E ele no seu canto das dez às onze da manhã radiante, adormecido, trajes rotos, chinela tosca nos pés, quadro sereno de quem dorme todas as necessidades dos anos sucessivos que cruzou na indigência, pose solene dos que ensinam a ser humano. Fruto das gerações nacionais, peça descartável jamais utilizada na máquina infalível do sistema, virara sucata ainda no original daquela gente abandonado à vaidade dos irmãos da raça, no distante planeta na Via Láctea sombria, às vésperas do Ano Novo.
Olhei, sim, olhei meio assustado, pois contara da cena qual acontecimento corriqueiro, raiava às bordas da normalidade, vez que aceitamos bem violências assim todo momento.
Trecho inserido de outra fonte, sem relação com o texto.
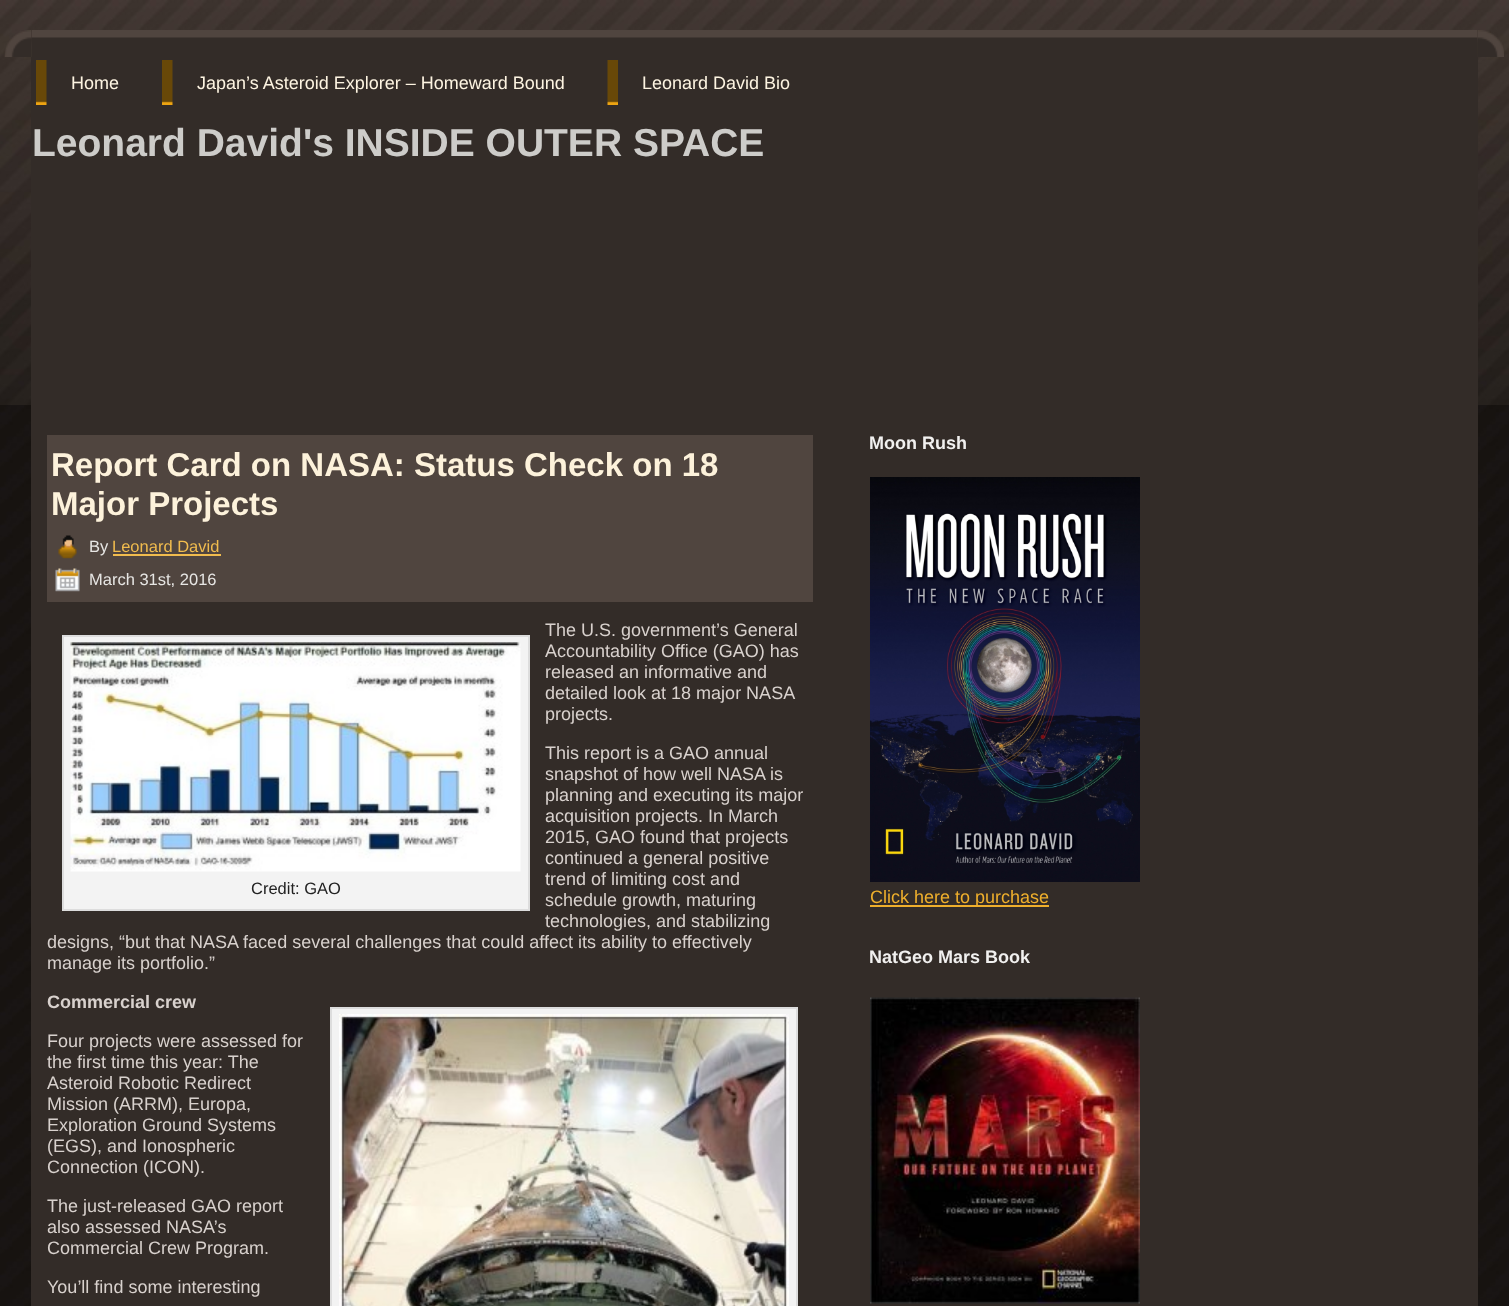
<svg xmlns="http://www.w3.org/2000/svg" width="1509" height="1306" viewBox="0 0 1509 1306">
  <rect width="100%" height="100%" fill="rgb(255,255,255)"/>
  <image x="0" y="405" width="1509" height="901" href="pic1.png"/>
  <image x="0" y="0" width="1509" height="405" href="pic2.png"/>
  <image x="4" y="30" width="28" height="27" href="pic3.png"/>
  <image x="32" y="30" width="1445" height="27" href="pic4.png"/>
  <image x="1477" y="30" width="27" height="27" href="pic5.png"/>
  <rect x="31" y="57" width="1447" height="1249" fill="rgb(51,44,40)"/>
  <image x="36" y="60" width="11" height="45" href="pic6.png"/>
  <text x="71" y="89" font-family="Liberation Sans" font-size="18" fill="rgb(253,244,225)">Home</text>
  <image x="162" y="60" width="11" height="45" href="pic6.png"/>
  <text x="197" y="89" font-family="Liberation Sans" font-size="18" fill="rgb(253,244,225)">Japan’s Asteroid Explorer – Homeward Bound</text>
  <image x="607" y="60" width="11" height="45" href="pic7.png"/>
  <text x="642" y="89" font-family="Liberation Sans" font-size="18" fill="rgb(253,244,225)">Leonard David Bio</text>
  <text x="32" y="156" font-family="Liberation Sans" font-size="39" font-weight="bold" fill="rgb(205,204,201)">Leonard David's INSIDE OUTER SPACE</text>
  <rect x="47" y="435" width="766" height="167" fill="rgb(80,69,63)"/>
  <g font-family="Liberation Sans" font-size="33" font-weight="bold" fill="rgb(253,242,219)">
    <text>
      <tspan x="51" y="476">Report Card on NASA: Status Check on 18</tspan>
      <tspan x="51" y="515">Major Projects</tspan>
    </text>
  </g>
  <image x="58" y="535" width="19" height="24" href="pic8.png"/>
  <text x="89" y="552" font-family="Liberation Sans" font-size="16.5" fill="rgb(231,230,228)">By</text>
  <text x="112" y="552" font-family="Liberation Sans" font-size="16.5" fill="rgb(241,188,78)">Leonard David</text>
  <rect x="113" y="554" width="108" height="2" fill="rgb(241,188,78)"/>
  <image x="55" y="568" width="25" height="24" href="pic9.png"/>
  <text x="89" y="585" font-family="Liberation Sans" font-size="16.5" fill="rgb(231,230,228)">March 31st, 2016</text>
  <g font-family="Liberation Sans" font-size="18" fill="rgb(216,209,205)">
    <text>
      <tspan x="545" y="636">The U.S. government’s General</tspan>
      <tspan x="545" y="657">Accountability Office (GAO) has</tspan>
      <tspan x="545" y="678">released an informative and</tspan>
      <tspan x="545" y="699">detailed look at 18 major NASA</tspan>
      <tspan x="545" y="720">projects.</tspan>
    </text>
    <text>
      <tspan x="545" y="759">This report is a GAO annual</tspan>
      <tspan x="545" y="780">snapshot of how well NASA is</tspan>
      <tspan x="545" y="801">planning and executing its major</tspan>
      <tspan x="545" y="822">acquisition projects. In March</tspan>
      <tspan x="545" y="843">2015, GAO found that projects</tspan>
      <tspan x="545" y="864">continued a general positive</tspan>
      <tspan x="545" y="885">trend of limiting cost and</tspan>
      <tspan x="545" y="906">schedule growth, maturing</tspan>
      <tspan x="545" y="927">technologies, and stabilizing</tspan>
    </text>
    <text>
      <tspan x="47" y="948">designs, “but that NASA faced several challenges that could affect its ability to effectively</tspan>
      <tspan x="47" y="969">manage its portfolio.”</tspan>
    </text>
  </g>
  <rect x="63" y="636" width="466" height="274" fill="rgb(243,243,243)" stroke="rgb(221,221,221)" stroke-width="2"/>
  <image x="70" y="642" width="451" height="230" href="pic10.png"/>
  <text x="251" y="894" font-family="Liberation Sans" font-size="16.5" fill="rgb(34,34,34)">Credit: GAO</text>
  <text x="47" y="1008" font-family="Liberation Sans" font-size="18" font-weight="bold" fill="rgb(216,209,205)">Commercial crew</text>
  <g font-family="Liberation Sans" font-size="18" fill="rgb(216,209,205)">
    <text>
      <tspan x="47" y="1047">Four projects were assessed for</tspan>
      <tspan x="47" y="1068">the first time this year: The</tspan>
      <tspan x="47" y="1089">Asteroid Robotic Redirect</tspan>
      <tspan x="47" y="1110">Mission (ARRM), Europa,</tspan>
      <tspan x="47" y="1131">Exploration Ground Systems</tspan>
      <tspan x="47" y="1152">(EGS), and Ionospheric</tspan>
      <tspan x="47" y="1173">Connection (ICON).</tspan>
    </text>
  </g>
  <rect x="331" y="1008" width="466" height="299" fill="rgb(243,243,243)" stroke="rgb(221,221,221)" stroke-width="2"/>
  <image x="339" y="1014" width="450" height="292" href="pic11.png"/>
  <g font-family="Liberation Sans" font-size="18" fill="rgb(216,209,205)">
    <text>
      <tspan x="47" y="1212">The just-released GAO report</tspan>
      <tspan x="47" y="1233">also assessed NASA’s</tspan>
      <tspan x="47" y="1254">Commercial Crew Program.</tspan>
    </text>
    <text x="47" y="1293">You’ll find some interesting</text>
  </g>
  <text x="869" y="449" font-family="Liberation Sans" font-size="18" font-weight="bold" fill="rgb(241,240,239)">Moon Rush</text>
  <image x="870" y="477" width="270" height="405" href="pic12.png"/>
  <rect x="870" y="905" width="179" height="2" fill="rgb(239,175,44)"/>
  <text x="870" y="903" font-family="Liberation Sans" font-size="18" fill="rgb(239,175,44)">Click here to purchase</text>
  <text x="869" y="963" font-family="Liberation Sans" font-size="18" font-weight="bold" fill="rgb(241,240,239)">NatGeo Mars Book</text>
  <image x="870" y="997" width="270" height="307" href="pic13.png"/>
</svg>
No entanto, por dentro, nas áreas desconfortáveis da consciência algo reclamou forte do jeito espontâneo de vermos tais retratos que refletem a humanidade atirada na nossa cara a vista descoberta.
Quantos e tantos momentos semelhantes repetem velhas fórmulas da imprudência social que viraram ocorrências vulgares com tamanha facilidade que quase zeramos o direito de nos abismar perante os dramas coletivos. Indivíduos que padecem que sejam outros que padeçam, porquanto desgraça de muitos, consolo é... Dizer popular.
Porém aquele instantâneo demonstra a institucionalização da inconsciência geral dos séculos perdidos, resultante dos milhões de discursos demagógicos ditos a massas impotentes, mostrados a céu aberto na plena hora festiva das comunidades animadas no lucro.
Consigo e só, aquele cidadão silencioso adormecia também, calado, inútil, vidas inteiras de apatia, desamor, inércia, displicência que se acumularam nas ruas, nos becos, nas sarjetas, praças, anonimato da impassibilidade, sinal de abandono e egoísmo público.
Testemunho do quanto ainda existe de estradas pela frente, na história dos catadores de sonhos, grito monumental rasgara os céus nesse início de jornada da Terra em torno do Sol para mais outro período nos calendários da Eternidade.